От поэтов, — продолжает Сократ,- я перешел к художникам. Я знал искусства менее, чем кто бы то ни было, и никто более меня не был убежден, что художники владеют чудес­ными тайнами. Однако я заметил, что и они ведут себя не лучше поэтов и что тем и другим присущ один и тот же предрассудок: так как наиболее искусные из них блистают на своем поприще, они и полагают себя мудрейшими из людей. Это самомнение совершенно принизило в моих глазах их знание, так что, вопросив самого себя, как оракула, чем я предпочел бы быть — тем ли, кем являюсь я, или тем, кем являются они, — знать то, чему они выучились, или знать, что я ничего не знаю, — я ответил самому себе и богу: «Я хочу остаться самим собой».

Ни софисты, ни поэты, ни ораторы, ни художники, ни я — никто не знает, что истинно, хорошо и прекрасно. Но между нами есть разница, состоящая в том, что все эти люди, хотя и ничего не знают, считают себя сведущими, тогда как я, ничего не зная, по крайней мере не сомневаюсь в этом. Таким образом, все превосходство в знании, которое признал за мной оракул, сводится лишь к тому, что я твердо знаю, что ничего не знаю».

Вот как мудрейший из людей, по определению богов, и ученейший из афинян, по признанию всей Греции, Сократ, прославляет (С. 50) невежество! Можно ли думать, что если бы он воскрес в наше время, то наши ученые и художники заставили бы его изменить свое мнение? Нет, милостивые государи: этот справедливейший человек продолжал бы презирать наши пустые науки и отнюдь не приложил бы стараний к тому, чтобы увеличить вороха книг, коими нас засыпают со всех сторон, оставил бы — как он это и сделал — в назидание своим ученикам и нашим потомкам лишь пример своей добродетельной |жизни. Вот как надобно просвещать людей.

Сначала Сократ в Афинах, а потом старый Катон в Риме обличали лукавых и хитрых греков, соблазнявших доброде­тель и ослаблявших мужество своих сограждан. Но науки, искусство и диалектика одержали верх: Рим наводнился фи­лософами и ораторами, там стали пренебрегать военной ди­сциплиной, презирать земледелие, увлекаться лжеучениями и забывать об отечестве. Священные слова: свобода, бескорыстие, повиновение законам — сменились именами Эпикура, Зенона, Аркесилая *. С того времени, как среди нас полнились ученые, говорили сами философы, добродетельные люди исчезли*. До того времени римляне довольствовались выполнением правил добродетели, но как только они принялись изучать ее, все было потеряно.

О великий Фабриций! * Что подумал бы ты, если бы, к твоему несчастью, вновь вызванный к жизни, увидел вели­колепие Рима, спасенного твоей рукой и прославленного твоим именем больше, чем всеми его завоеваниями? «Боги,— сказал бы ты*, во что обратились простые хижины под соломенной крышей, где обитали умеренность и добродетель?
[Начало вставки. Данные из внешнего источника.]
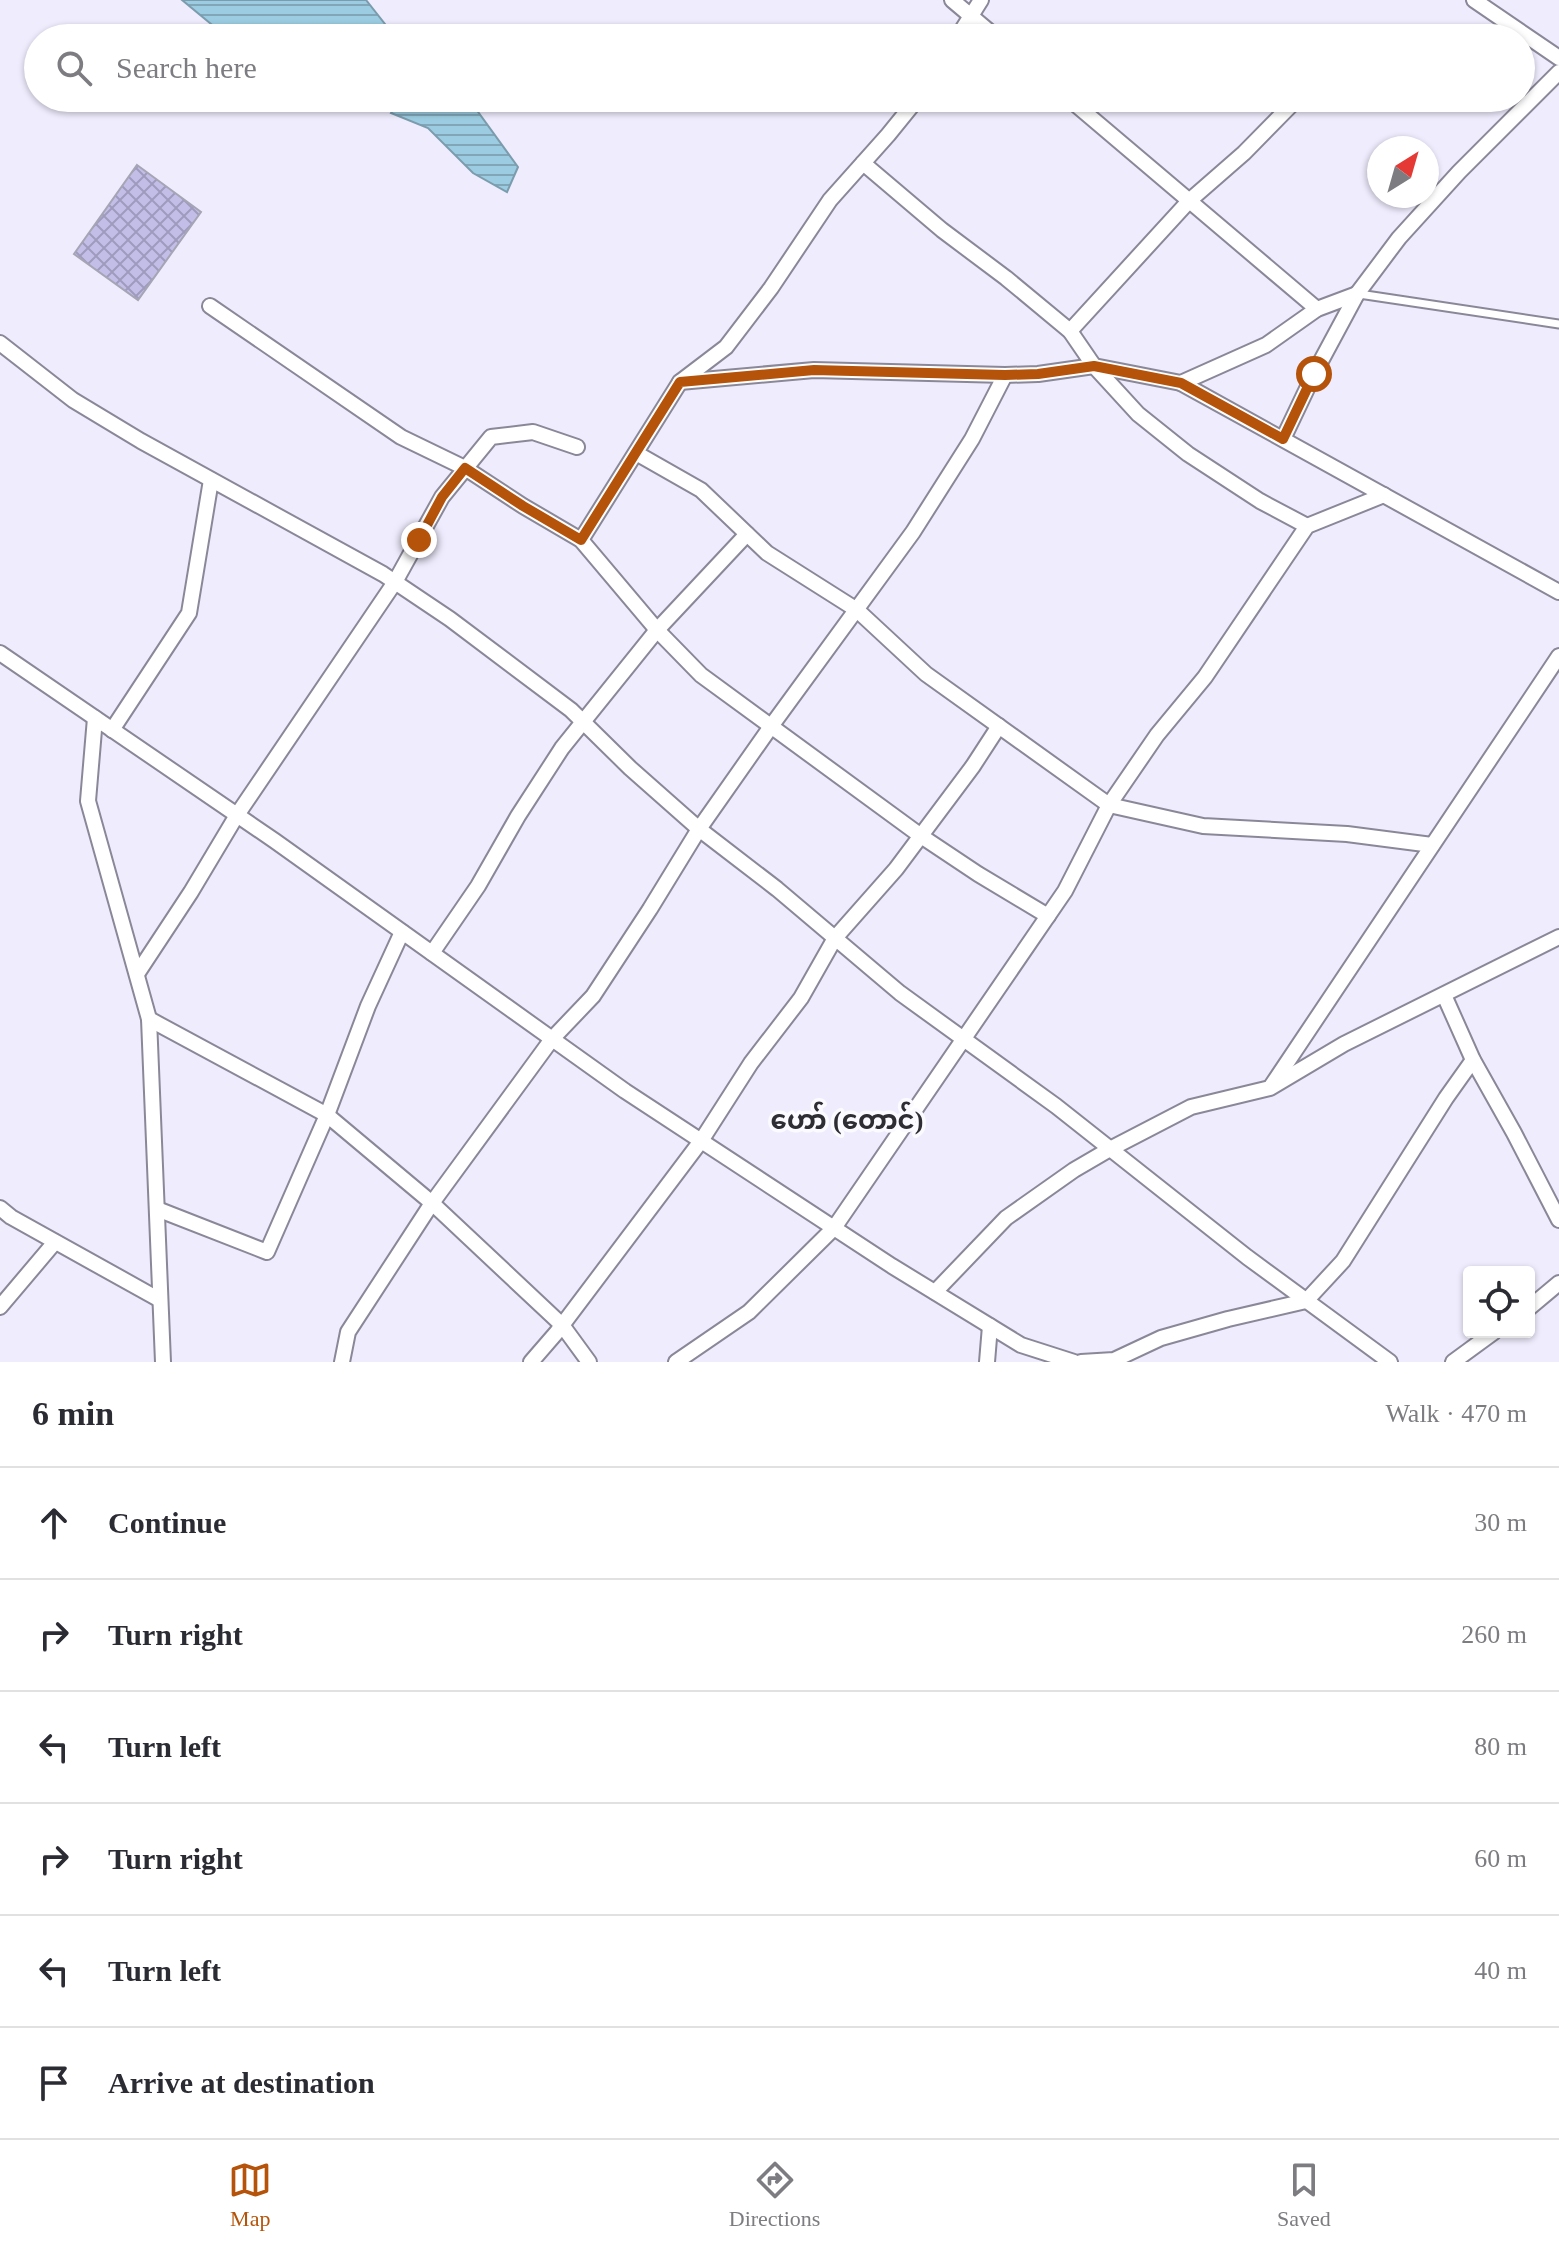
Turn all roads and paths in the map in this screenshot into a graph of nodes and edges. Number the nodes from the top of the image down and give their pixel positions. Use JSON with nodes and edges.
{"nodes":[{"id":1,"x":952,"y":0,"type":"edge"},
{"id":2,"x":981,"y":0,"type":"edge"},
{"id":3,"x":1474,"y":0,"type":"edge"},
{"id":4,"x":970,"y":16,"type":"junction"},
{"id":5,"x":965,"y":24,"type":"edge"},
{"id":6,"x":980,"y":24,"type":"edge"},
{"id":7,"x":1509,"y":24,"type":"edge"},
{"id":8,"x":1535,"y":42,"type":"edge"},
{"id":9,"x":1559,"y":58,"type":"edge"},
{"id":10,"x":1559,"y":72,"type":"edge"},
{"id":11,"x":1535,"y":96,"type":"edge"},
{"id":12,"x":906,"y":112,"type":"edge"},
{"id":13,"x":1084,"y":112,"type":"edge"},
{"id":14,"x":1284,"y":112,"type":"edge"},
{"id":15,"x":1519,"y":112,"type":"edge"},
{"id":16,"x":863,"y":163,"type":"junction"},
{"id":17,"x":1189,"y":201,"type":"junction"},
{"id":18,"x":1357,"y":294,"type":"junction"},
{"id":19,"x":210,"y":306,"type":"dead end"},
{"id":20,"x":1317,"y":309,"type":"junction"},
{"id":21,"x":1559,"y":324,"type":"edge"},
{"id":22,"x":1070,"y":331,"type":"junction"},
{"id":23,"x":0,"y":343,"type":"edge"},
{"id":24,"x":1094,"y":366,"type":"junction"},
{"id":25,"x":1005,"y":375,"type":"junction"},
{"id":26,"x":680,"y":382,"type":"junction"},
{"id":27,"x":1181,"y":383,"type":"junction"},
{"id":28,"x":1283,"y":439,"type":"junction"},
{"id":29,"x":577,"y":447,"type":"dead end"},
{"id":30,"x":636,"y":453,"type":"junction"},
{"id":31,"x":465,"y":468,"type":"junction"},
{"id":32,"x":211,"y":480,"type":"junction"},
{"id":33,"x":1384,"y":495,"type":"junction"},
{"id":34,"x":1307,"y":526,"type":"junction"},
{"id":35,"x":747,"y":534,"type":"junction"},
{"id":36,"x":581,"y":540,"type":"junction"},
{"id":37,"x":395,"y":582,"type":"junction"},
{"id":38,"x":1559,"y":592,"type":"edge"},
{"id":39,"x":857,"y":610,"type":"junction"},
{"id":40,"x":657,"y":630,"type":"junction"},
{"id":41,"x":0,"y":653,"type":"edge"},
{"id":42,"x":1559,"y":656,"type":"edge"},
{"id":43,"x":95,"y":718,"type":"junction"},
{"id":44,"x":582,"y":721,"type":"junction"},
{"id":45,"x":772,"y":725,"type":"junction"},
{"id":46,"x":999,"y":726,"type":"junction"},
{"id":47,"x":112,"y":730,"type":"junction"},
{"id":48,"x":1109,"y":805,"type":"junction"},
{"id":49,"x":237,"y":815,"type":"junction"},
{"id":50,"x":699,"y":829,"type":"junction"},
{"id":51,"x":921,"y":836,"type":"junction"},
{"id":52,"x":1432,"y":845,"type":"junction"},
{"id":53,"x":1048,"y":916,"type":"junction"},
{"id":54,"x":402,"y":932,"type":"junction"},
{"id":55,"x":1559,"y":937,"type":"edge"},
{"id":56,"x":835,"y":938,"type":"junction"},
{"id":57,"x":432,"y":953,"type":"junction"},
{"id":58,"x":137,"y":974,"type":"junction"},
{"id":59,"x":1444,"y":995,"type":"junction"},
{"id":60,"x":149,"y":1019,"type":"junction"},
{"id":61,"x":552,"y":1039,"type":"junction"},
{"id":62,"x":964,"y":1040,"type":"junction"},
{"id":63,"x":1473,"y":1060,"type":"junction"},
{"id":64,"x":1270,"y":1088,"type":"junction"},
{"id":65,"x":327,"y":1115,"type":"junction"},
{"id":66,"x":701,"y":1141,"type":"junction"},
{"id":67,"x":1110,"y":1149,"type":"junction"},
{"id":68,"x":432,"y":1203,"type":"junction"},
{"id":69,"x":0,"y":1208,"type":"edge"},
{"id":70,"x":157,"y":1209,"type":"junction"},
{"id":71,"x":1559,"y":1220,"type":"edge"},
{"id":72,"x":834,"y":1228,"type":"junction"},
{"id":73,"x":55,"y":1242,"type":"junction"},
{"id":74,"x":1559,"y":1283,"type":"edge"},
{"id":75,"x":935,"y":1292,"type":"junction"},
{"id":76,"x":160,"y":1300,"type":"junction"},
{"id":77,"x":1306,"y":1301,"type":"junction"},
{"id":78,"x":1535,"y":1303,"type":"edge"},
{"id":79,"x":0,"y":1307,"type":"edge"},
{"id":80,"x":562,"y":1325,"type":"junction"},
{"id":81,"x":990,"y":1326,"type":"junction"},
{"id":82,"x":1486,"y":1338,"type":"edge"},
{"id":83,"x":163,"y":1362,"type":"edge"},
{"id":84,"x":342,"y":1362,"type":"edge"},
{"id":85,"x":531,"y":1362,"type":"edge"},
{"id":86,"x":589,"y":1362,"type":"edge"},
{"id":87,"x":676,"y":1362,"type":"edge"},
{"id":88,"x":987,"y":1362,"type":"edge"},
{"id":89,"x":1074,"y":1362,"type":"edge"},
{"id":90,"x":1081,"y":1362,"type":"edge"},
{"id":91,"x":1390,"y":1362,"type":"edge"},
{"id":92,"x":1453,"y":1362,"type":"edge"}],
"edges":[{"from":1,"to":4,"type":"street"},
{"from":2,"to":4,"type":"street"},
{"from":3,"to":7,"type":"street"},
{"from":4,"to":5,"type":"street"},
{"from":4,"to":6,"type":"street"},
{"from":8,"to":9,"type":"street"},
{"from":10,"to":11,"type":"street"},
{"from":12,"to":16,"type":"street"},
{"from":13,"to":17,"type":"street"},
{"from":14,"to":17,"type":"street"},
{"from":15,"to":18,"type":"street"},
{"from":16,"to":22,"type":"street"},
{"from":16,"to":26,"type":"street"},
{"from":17,"to":20,"type":"street"},
{"from":17,"to":22,"type":"street"},
{"from":18,"to":20,"type":"street"},
{"from":18,"to":21,"type":"lane"},
{"from":18,"to":28,"type":"street"},
{"from":19,"to":31,"type":"street"},
{"from":20,"to":27,"type":"street"},
{"from":22,"to":24,"type":"street"},
{"from":23,"to":32,"type":"street"},
{"from":24,"to":25,"type":"street"},
{"from":24,"to":27,"type":"street"},
{"from":24,"to":34,"type":"street"},
{"from":25,"to":26,"type":"street"},
{"from":25,"to":39,"type":"street"},
{"from":26,"to":30,"type":"street"},
{"from":27,"to":28,"type":"street"},
{"from":28,"to":33,"type":"street"},
{"from":29,"to":31,"type":"street"},
{"from":30,"to":35,"type":"street"},
{"from":30,"to":36,"type":"street"},
{"from":31,"to":36,"type":"street"},
{"from":31,"to":37,"type":"street"},
{"from":32,"to":37,"type":"street"},
{"from":32,"to":47,"type":"street"},
{"from":33,"to":34,"type":"street"},
{"from":33,"to":38,"type":"street"},
{"from":34,"to":48,"type":"street"},
{"from":35,"to":39,"type":"street"},
{"from":35,"to":40,"type":"street"},
{"from":36,"to":40,"type":"street"},
{"from":37,"to":44,"type":"street"},
{"from":37,"to":49,"type":"street"},
{"from":39,"to":45,"type":"street"},
{"from":39,"to":46,"type":"street"},
{"from":40,"to":44,"type":"street"},
{"from":40,"to":45,"type":"street"},
{"from":41,"to":43,"type":"street"},
{"from":42,"to":52,"type":"street"},
{"from":43,"to":47,"type":"street"},
{"from":43,"to":58,"type":"street"},
{"from":44,"to":50,"type":"street"},
{"from":44,"to":57,"type":"street"},
{"from":45,"to":50,"type":"street"},
{"from":45,"to":51,"type":"street"},
{"from":46,"to":48,"type":"street"},
{"from":46,"to":51,"type":"street"},
{"from":47,"to":49,"type":"street"},
{"from":48,"to":52,"type":"street"},
{"from":48,"to":53,"type":"street"},
{"from":49,"to":54,"type":"street"},
{"from":49,"to":58,"type":"street"},
{"from":50,"to":56,"type":"street"},
{"from":50,"to":61,"type":"street"},
{"from":51,"to":53,"type":"street"},
{"from":51,"to":56,"type":"street"},
{"from":52,"to":64,"type":"street"},
{"from":53,"to":62,"type":"street"},
{"from":54,"to":57,"type":"street"},
{"from":54,"to":65,"type":"street"},
{"from":55,"to":59,"type":"street"},
{"from":56,"to":62,"type":"street"},
{"from":56,"to":66,"type":"street"},
{"from":57,"to":61,"type":"street"},
{"from":58,"to":60,"type":"street"},
{"from":59,"to":63,"type":"street"},
{"from":59,"to":64,"type":"street"},
{"from":60,"to":65,"type":"street"},
{"from":60,"to":70,"type":"street"},
{"from":61,"to":66,"type":"street"},
{"from":61,"to":68,"type":"street"},
{"from":62,"to":67,"type":"street"},
{"from":62,"to":72,"type":"street"},
{"from":63,"to":71,"type":"street"},
{"from":63,"to":77,"type":"street"},
{"from":64,"to":67,"type":"street"},
{"from":65,"to":68,"type":"street"},
{"from":65,"to":70,"type":"street"},
{"from":66,"to":72,"type":"street"},
{"from":66,"to":80,"type":"street"},
{"from":67,"to":75,"type":"street"},
{"from":67,"to":77,"type":"street"},
{"from":68,"to":80,"type":"street"},
{"from":68,"to":84,"type":"street"},
{"from":69,"to":73,"type":"street"},
{"from":70,"to":76,"type":"street"},
{"from":72,"to":75,"type":"street"},
{"from":72,"to":87,"type":"street"},
{"from":73,"to":76,"type":"street"},
{"from":73,"to":79,"type":"street"},
{"from":74,"to":78,"type":"street"},
{"from":75,"to":81,"type":"street"},
{"from":76,"to":83,"type":"street"},
{"from":77,"to":90,"type":"street"},
{"from":77,"to":91,"type":"street"},
{"from":80,"to":85,"type":"street"},
{"from":80,"to":86,"type":"street"},
{"from":81,"to":88,"type":"street"},
{"from":81,"to":89,"type":"street"},
{"from":82,"to":92,"type":"street"}]}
Что за гибельная роскошь сменила римскую простоту? Что за чужеземный язык? * Что за изнеженные нравы? Что означают эти извая­ния, картины, здания? Безумцы! Что вы сделали? Повелители народов, вы стали рабами побежденных вами легкомысленных людей! Вами управляют краснобаи! Неужели вы орошали своею кровью Грецию и Азию только для того, чтобы обогатить архитекторов, художников, скульпторов и фигляров? Развалины Карфагена стали добычей флейтиста! Римляне! Скорей разрушьте эти амфитеатры, разбейте мраморные изваяния, сожгите картины! Изгоните рабов, поработивших вас.*, ибо их гибельные науки вас развратили. Пусть другие народы славятся бесполезнымии талантами: единственный талант, достойный Рима, уменье завоевать мир и утвердить в нем добродетель*. Когда Киней принял наш сенат за собрание царей*, он не был ослеплен их тщеславной роскошью, их прихотливым изяществом, он не слышал там пустого краснобайства, которое чарует ничтожных людей и которому они так ревностно учатся. Но что же столь величественное увидел Киней? (с. 51)

О граждане! Пред ним предстало зрелище, которого вам не доставят ни наши богатства, ни все ваши искусства,— прекрас­нейшее из зрелищ, которые когда-либо видел свет: собрание двухсот добродетельных людей, достойных управлять Римом и повелевать вселенной».

Но перенесемся через пространство и время и посмотрим, что произошло в наших странах и на наших глазах… Или нет, лучше оставим в стороне гнусные картины, которые ранили бы нашу чувствительность, и избавим себя от труда повторять одно и то же, лишь меняя имена. Я не напрасно вызывал тень Фабриция: разве я не мог бы вложить в уста Людовика XII * или Генриха IV * от слова до слова все то, что я заставил про­изнести этого великого человека? Коли бы Сократ жил в наше время, он, правда, не выпил бы цикуты, но испил бы еще горшую чашу презрения и оскорбительных насмешек во сто крат худших, чем смерть.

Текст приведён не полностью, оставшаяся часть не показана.